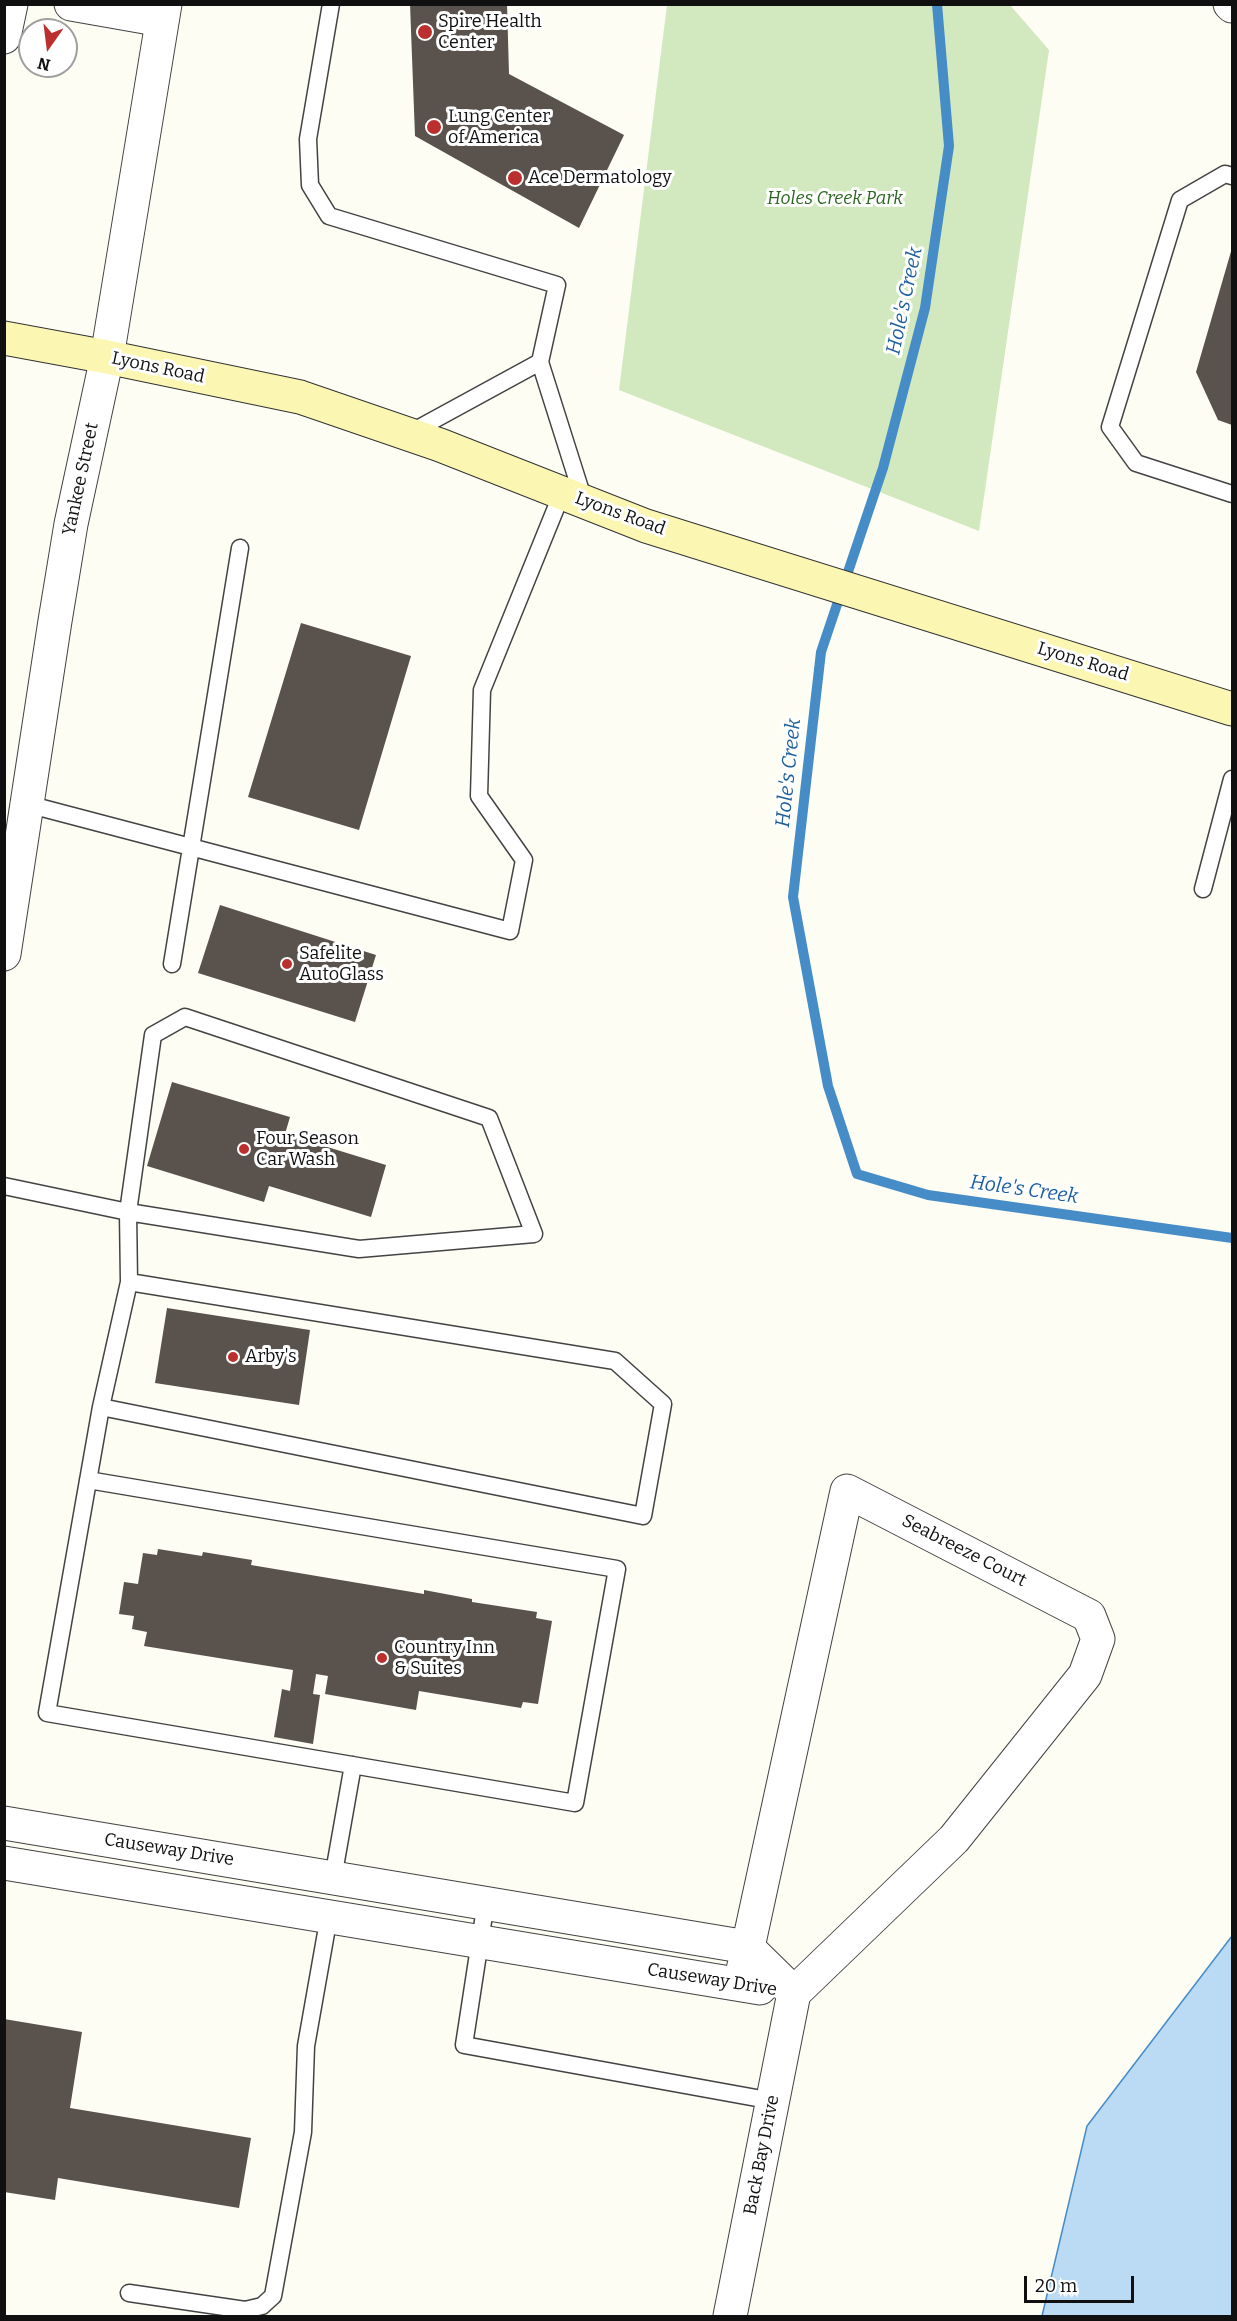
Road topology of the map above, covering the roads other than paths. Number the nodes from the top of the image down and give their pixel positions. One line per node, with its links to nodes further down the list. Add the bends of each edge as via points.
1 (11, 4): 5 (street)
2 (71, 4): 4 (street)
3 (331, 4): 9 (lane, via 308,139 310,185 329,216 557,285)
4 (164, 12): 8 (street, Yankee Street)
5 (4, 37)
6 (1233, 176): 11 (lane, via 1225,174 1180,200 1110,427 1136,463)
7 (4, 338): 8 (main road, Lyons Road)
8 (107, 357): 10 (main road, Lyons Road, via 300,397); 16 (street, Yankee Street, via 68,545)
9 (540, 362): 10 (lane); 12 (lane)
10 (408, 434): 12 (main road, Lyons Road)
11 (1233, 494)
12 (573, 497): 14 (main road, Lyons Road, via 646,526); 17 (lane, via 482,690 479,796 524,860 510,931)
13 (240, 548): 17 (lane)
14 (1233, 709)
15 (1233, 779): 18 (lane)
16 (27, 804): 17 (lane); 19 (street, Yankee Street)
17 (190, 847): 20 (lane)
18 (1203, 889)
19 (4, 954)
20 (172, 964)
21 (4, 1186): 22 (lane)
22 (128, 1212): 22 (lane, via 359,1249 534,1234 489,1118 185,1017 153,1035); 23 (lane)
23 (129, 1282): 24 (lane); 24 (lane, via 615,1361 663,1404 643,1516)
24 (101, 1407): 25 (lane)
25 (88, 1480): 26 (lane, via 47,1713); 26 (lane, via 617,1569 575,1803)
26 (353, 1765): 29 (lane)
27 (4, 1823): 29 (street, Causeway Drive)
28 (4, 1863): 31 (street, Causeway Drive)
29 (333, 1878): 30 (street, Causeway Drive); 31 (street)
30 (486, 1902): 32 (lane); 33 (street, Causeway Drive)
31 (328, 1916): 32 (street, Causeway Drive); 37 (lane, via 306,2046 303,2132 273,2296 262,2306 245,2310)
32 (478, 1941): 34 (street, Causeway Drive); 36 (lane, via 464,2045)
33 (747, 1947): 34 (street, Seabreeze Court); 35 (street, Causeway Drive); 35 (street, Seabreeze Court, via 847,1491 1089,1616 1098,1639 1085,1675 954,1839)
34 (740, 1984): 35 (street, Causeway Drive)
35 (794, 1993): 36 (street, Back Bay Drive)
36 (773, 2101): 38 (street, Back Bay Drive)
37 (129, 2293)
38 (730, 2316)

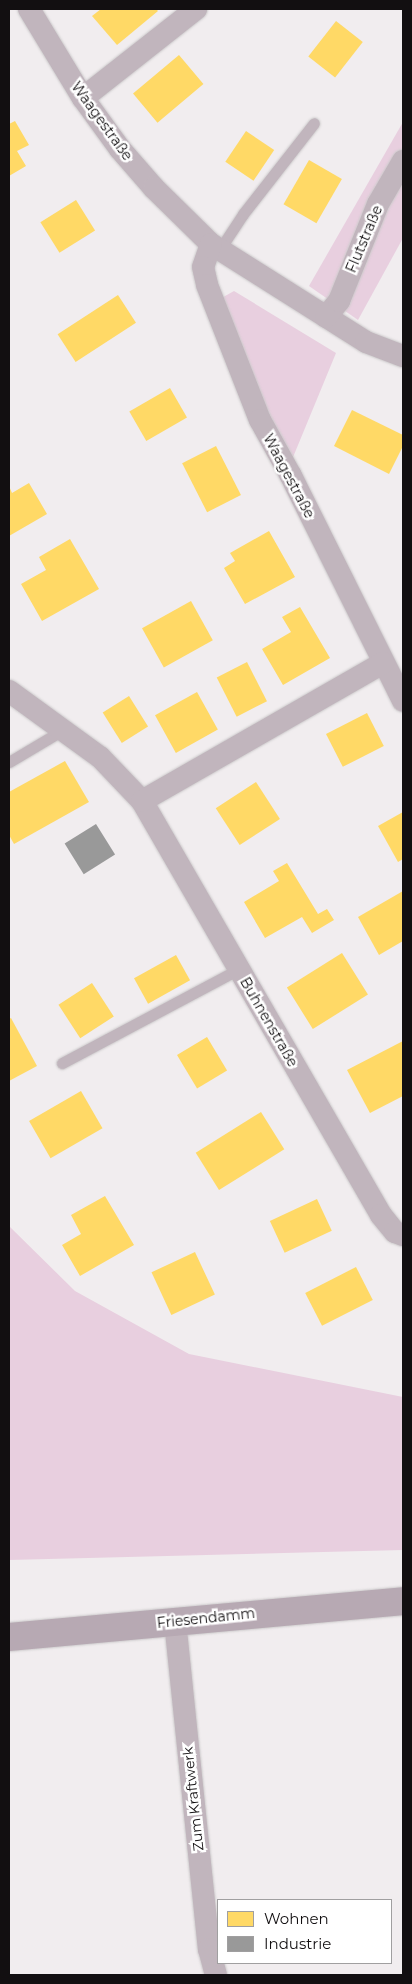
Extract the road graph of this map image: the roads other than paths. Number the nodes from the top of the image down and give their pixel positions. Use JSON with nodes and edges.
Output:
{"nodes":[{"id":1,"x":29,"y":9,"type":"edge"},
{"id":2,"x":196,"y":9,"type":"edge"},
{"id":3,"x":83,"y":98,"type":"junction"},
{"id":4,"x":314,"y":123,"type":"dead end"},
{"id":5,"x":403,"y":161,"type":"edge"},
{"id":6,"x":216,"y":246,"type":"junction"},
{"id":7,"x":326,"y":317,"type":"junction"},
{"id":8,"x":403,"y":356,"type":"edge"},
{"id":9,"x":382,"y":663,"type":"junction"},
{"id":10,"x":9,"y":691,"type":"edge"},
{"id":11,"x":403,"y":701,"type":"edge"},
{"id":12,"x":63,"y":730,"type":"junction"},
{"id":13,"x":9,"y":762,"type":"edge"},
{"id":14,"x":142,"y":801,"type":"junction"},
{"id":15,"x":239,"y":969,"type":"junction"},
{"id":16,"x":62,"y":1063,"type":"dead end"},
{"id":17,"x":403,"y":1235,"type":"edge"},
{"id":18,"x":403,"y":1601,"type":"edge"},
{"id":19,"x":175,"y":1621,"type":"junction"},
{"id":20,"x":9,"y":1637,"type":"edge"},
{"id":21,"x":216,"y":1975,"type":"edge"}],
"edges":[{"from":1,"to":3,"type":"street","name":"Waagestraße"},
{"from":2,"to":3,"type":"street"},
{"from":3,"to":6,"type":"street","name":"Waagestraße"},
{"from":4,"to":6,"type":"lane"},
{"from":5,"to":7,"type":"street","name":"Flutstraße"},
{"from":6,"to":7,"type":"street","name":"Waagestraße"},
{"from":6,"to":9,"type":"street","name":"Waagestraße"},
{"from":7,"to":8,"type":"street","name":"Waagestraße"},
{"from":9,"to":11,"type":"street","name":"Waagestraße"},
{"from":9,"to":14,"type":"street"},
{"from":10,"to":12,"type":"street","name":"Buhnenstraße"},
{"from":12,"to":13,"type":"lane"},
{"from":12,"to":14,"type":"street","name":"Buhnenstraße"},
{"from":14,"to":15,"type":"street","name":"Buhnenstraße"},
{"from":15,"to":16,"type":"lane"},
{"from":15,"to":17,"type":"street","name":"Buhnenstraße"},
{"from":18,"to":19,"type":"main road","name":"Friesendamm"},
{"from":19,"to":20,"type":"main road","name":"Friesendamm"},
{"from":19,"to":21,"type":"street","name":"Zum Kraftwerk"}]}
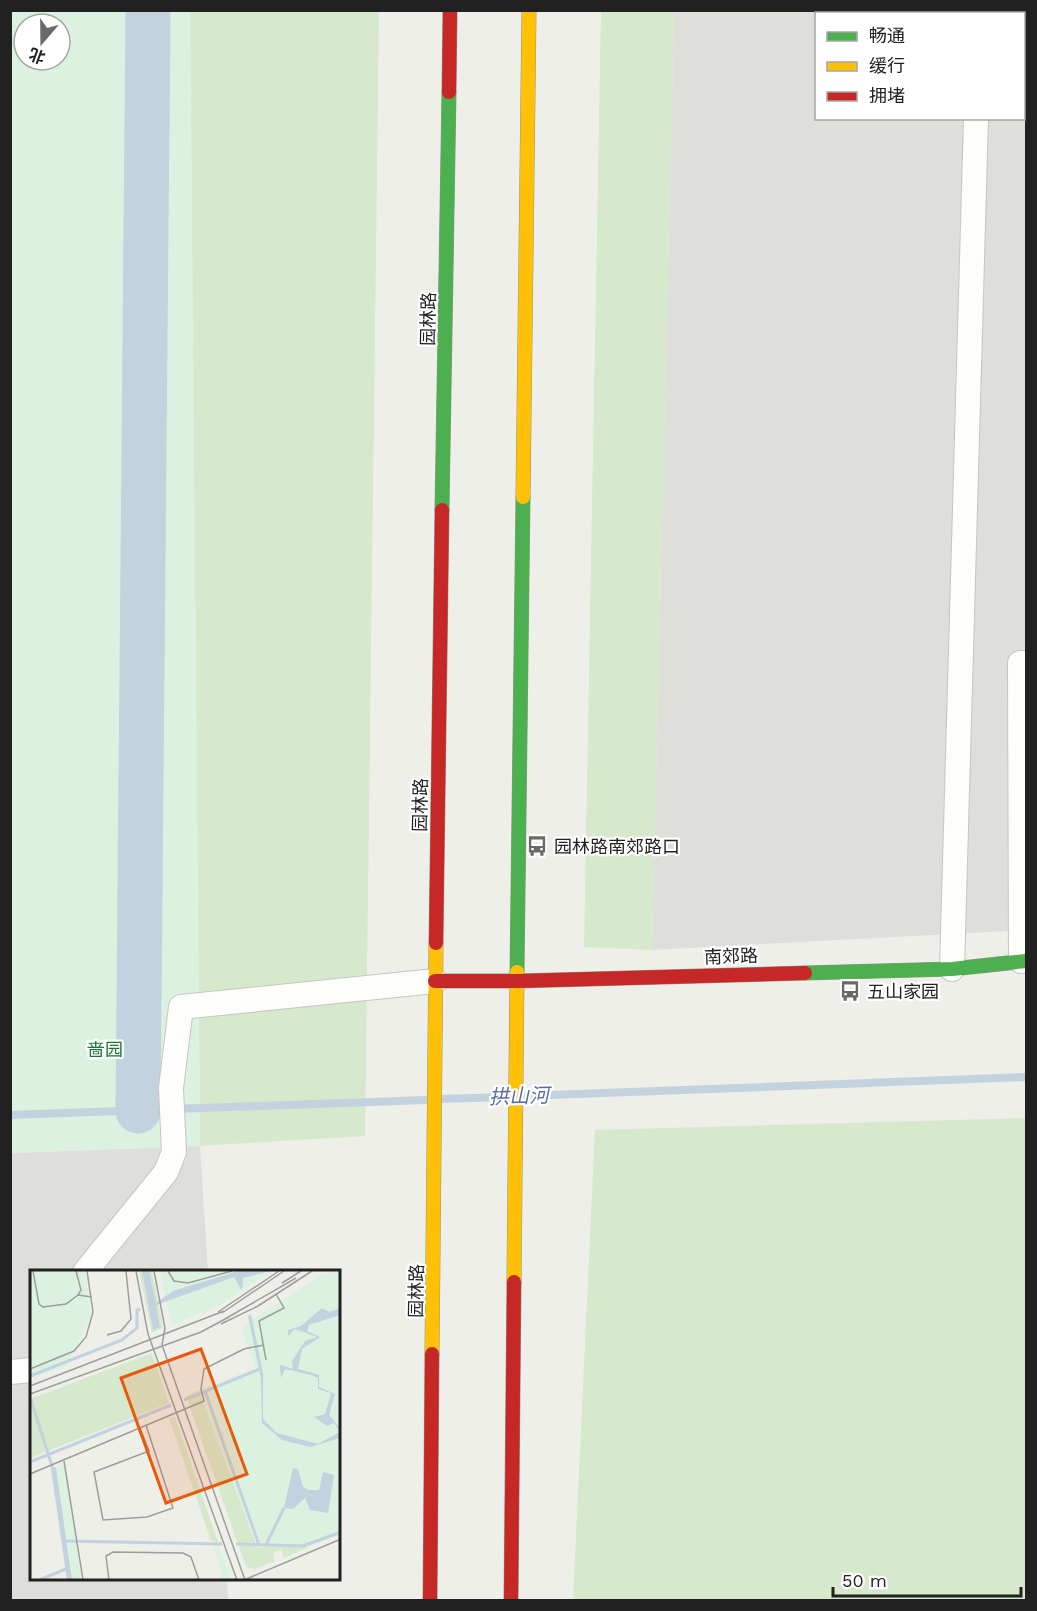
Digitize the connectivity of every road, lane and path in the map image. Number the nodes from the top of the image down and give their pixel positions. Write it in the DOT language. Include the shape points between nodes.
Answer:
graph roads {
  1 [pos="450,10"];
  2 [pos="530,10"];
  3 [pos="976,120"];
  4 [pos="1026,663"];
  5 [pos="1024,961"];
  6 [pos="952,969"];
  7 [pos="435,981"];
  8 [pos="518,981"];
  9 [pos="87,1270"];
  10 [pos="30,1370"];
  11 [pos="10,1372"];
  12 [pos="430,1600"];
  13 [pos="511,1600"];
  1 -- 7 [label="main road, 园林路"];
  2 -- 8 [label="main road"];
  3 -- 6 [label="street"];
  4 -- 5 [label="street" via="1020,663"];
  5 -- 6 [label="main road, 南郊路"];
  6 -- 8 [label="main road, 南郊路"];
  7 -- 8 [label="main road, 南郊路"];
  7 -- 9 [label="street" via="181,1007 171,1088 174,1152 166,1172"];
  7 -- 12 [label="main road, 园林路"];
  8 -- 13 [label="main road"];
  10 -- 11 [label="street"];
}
-- -- --
Without changing a word, retype every entry above, but drop its pictures.

Road topology of the map above, covering the roads other than paths. Number the nodes from the top of the image down and give their pixel positions. One line per node, with its links to nodes further down the list. Add the bends of each edge as via points.
1 (11, 4): 5 (street)
2 (71, 4): 4 (street)
3 (331, 4): 9 (lane, via 308,139 310,185 329,216 557,285)
4 (164, 12): 8 (street, Yankee Street)
5 (4, 37)
6 (1233, 176): 11 (lane, via 1225,174 1180,200 1110,427 1136,463)
7 (4, 338): 8 (main road, Lyons Road)
8 (107, 357): 10 (main road, Lyons Road, via 300,397); 16 (street, Yankee Street, via 68,545)
9 (540, 362): 10 (lane); 12 (lane)
10 (408, 434): 12 (main road, Lyons Road)
11 (1233, 494)
12 (573, 497): 14 (main road, Lyons Road, via 646,526); 17 (lane, via 482,690 479,796 524,860 510,931)
13 (240, 548): 17 (lane)
14 (1233, 709)
15 (1233, 779): 18 (lane)
16 (27, 804): 17 (lane); 19 (street, Yankee Street)
17 (190, 847): 20 (lane)
18 (1203, 889)
19 (4, 954)
20 (172, 964)
21 (4, 1186): 22 (lane)
22 (128, 1212): 22 (lane, via 359,1249 534,1234 489,1118 185,1017 153,1035); 23 (lane)
23 (129, 1282): 24 (lane); 24 (lane, via 615,1361 663,1404 643,1516)
24 (101, 1407): 25 (lane)
25 (88, 1480): 26 (lane, via 47,1713); 26 (lane, via 617,1569 575,1803)
26 (353, 1765): 29 (lane)
27 (4, 1823): 29 (street, Causeway Drive)
28 (4, 1863): 31 (street, Causeway Drive)
29 (333, 1878): 30 (street, Causeway Drive); 31 (street)
30 (486, 1902): 32 (lane); 33 (street, Causeway Drive)
31 (328, 1916): 32 (street, Causeway Drive); 37 (lane, via 306,2046 303,2132 273,2296 262,2306 245,2310)
32 (478, 1941): 34 (street, Causeway Drive); 36 (lane, via 464,2045)
33 (747, 1947): 34 (street, Seabreeze Court); 35 (street, Causeway Drive); 35 (street, Seabreeze Court, via 847,1491 1089,1616 1098,1639 1085,1675 954,1839)
34 (740, 1984): 35 (street, Causeway Drive)
35 (794, 1993): 36 (street, Back Bay Drive)
36 (773, 2101): 38 (street, Back Bay Drive)
37 (129, 2293)
38 (730, 2316)

Extract the road graph of this map image: the roads other than paths. Number the nodes from the top of the image down and give their pixel positions. Use JSON with nodes and edges.
Output:
{"nodes":[{"id":1,"x":29,"y":9,"type":"edge"},
{"id":2,"x":196,"y":9,"type":"edge"},
{"id":3,"x":83,"y":98,"type":"junction"},
{"id":4,"x":314,"y":123,"type":"dead end"},
{"id":5,"x":403,"y":161,"type":"edge"},
{"id":6,"x":216,"y":246,"type":"junction"},
{"id":7,"x":326,"y":317,"type":"junction"},
{"id":8,"x":403,"y":356,"type":"edge"},
{"id":9,"x":382,"y":663,"type":"junction"},
{"id":10,"x":9,"y":691,"type":"edge"},
{"id":11,"x":403,"y":701,"type":"edge"},
{"id":12,"x":63,"y":730,"type":"junction"},
{"id":13,"x":9,"y":762,"type":"edge"},
{"id":14,"x":142,"y":801,"type":"junction"},
{"id":15,"x":239,"y":969,"type":"junction"},
{"id":16,"x":62,"y":1063,"type":"dead end"},
{"id":17,"x":403,"y":1235,"type":"edge"},
{"id":18,"x":403,"y":1601,"type":"edge"},
{"id":19,"x":175,"y":1621,"type":"junction"},
{"id":20,"x":9,"y":1637,"type":"edge"},
{"id":21,"x":216,"y":1975,"type":"edge"}],
"edges":[{"from":1,"to":3,"type":"street","name":"Waagestraße"},
{"from":2,"to":3,"type":"street"},
{"from":3,"to":6,"type":"street","name":"Waagestraße"},
{"from":4,"to":6,"type":"lane"},
{"from":5,"to":7,"type":"street","name":"Flutstraße"},
{"from":6,"to":7,"type":"street","name":"Waagestraße"},
{"from":6,"to":9,"type":"street","name":"Waagestraße"},
{"from":7,"to":8,"type":"street","name":"Waagestraße"},
{"from":9,"to":11,"type":"street","name":"Waagestraße"},
{"from":9,"to":14,"type":"street"},
{"from":10,"to":12,"type":"street","name":"Buhnenstraße"},
{"from":12,"to":13,"type":"lane"},
{"from":12,"to":14,"type":"street","name":"Buhnenstraße"},
{"from":14,"to":15,"type":"street","name":"Buhnenstraße"},
{"from":15,"to":16,"type":"lane"},
{"from":15,"to":17,"type":"street","name":"Buhnenstraße"},
{"from":18,"to":19,"type":"main road","name":"Friesendamm"},
{"from":19,"to":20,"type":"main road","name":"Friesendamm"},
{"from":19,"to":21,"type":"street","name":"Zum Kraftwerk"}]}
Digitize the connectivity of every road, lane and path in the map image. Number the nodes from the top of the image down and give their pixel positions. Write it in the DOT language. Include the shape points between nodes.
Answer:
graph roads {
  1 [pos="450,10"];
  2 [pos="530,10"];
  3 [pos="976,120"];
  4 [pos="1026,663"];
  5 [pos="1024,961"];
  6 [pos="952,969"];
  7 [pos="435,981"];
  8 [pos="518,981"];
  9 [pos="87,1270"];
  10 [pos="30,1370"];
  11 [pos="10,1372"];
  12 [pos="430,1600"];
  13 [pos="511,1600"];
  1 -- 7 [label="main road, 园林路"];
  2 -- 8 [label="main road"];
  3 -- 6 [label="street"];
  4 -- 5 [label="street" via="1020,663"];
  5 -- 6 [label="main road, 南郊路"];
  6 -- 8 [label="main road, 南郊路"];
  7 -- 8 [label="main road, 南郊路"];
  7 -- 9 [label="street" via="181,1007 171,1088 174,1152 166,1172"];
  7 -- 12 [label="main road, 园林路"];
  8 -- 13 [label="main road"];
  10 -- 11 [label="street"];
}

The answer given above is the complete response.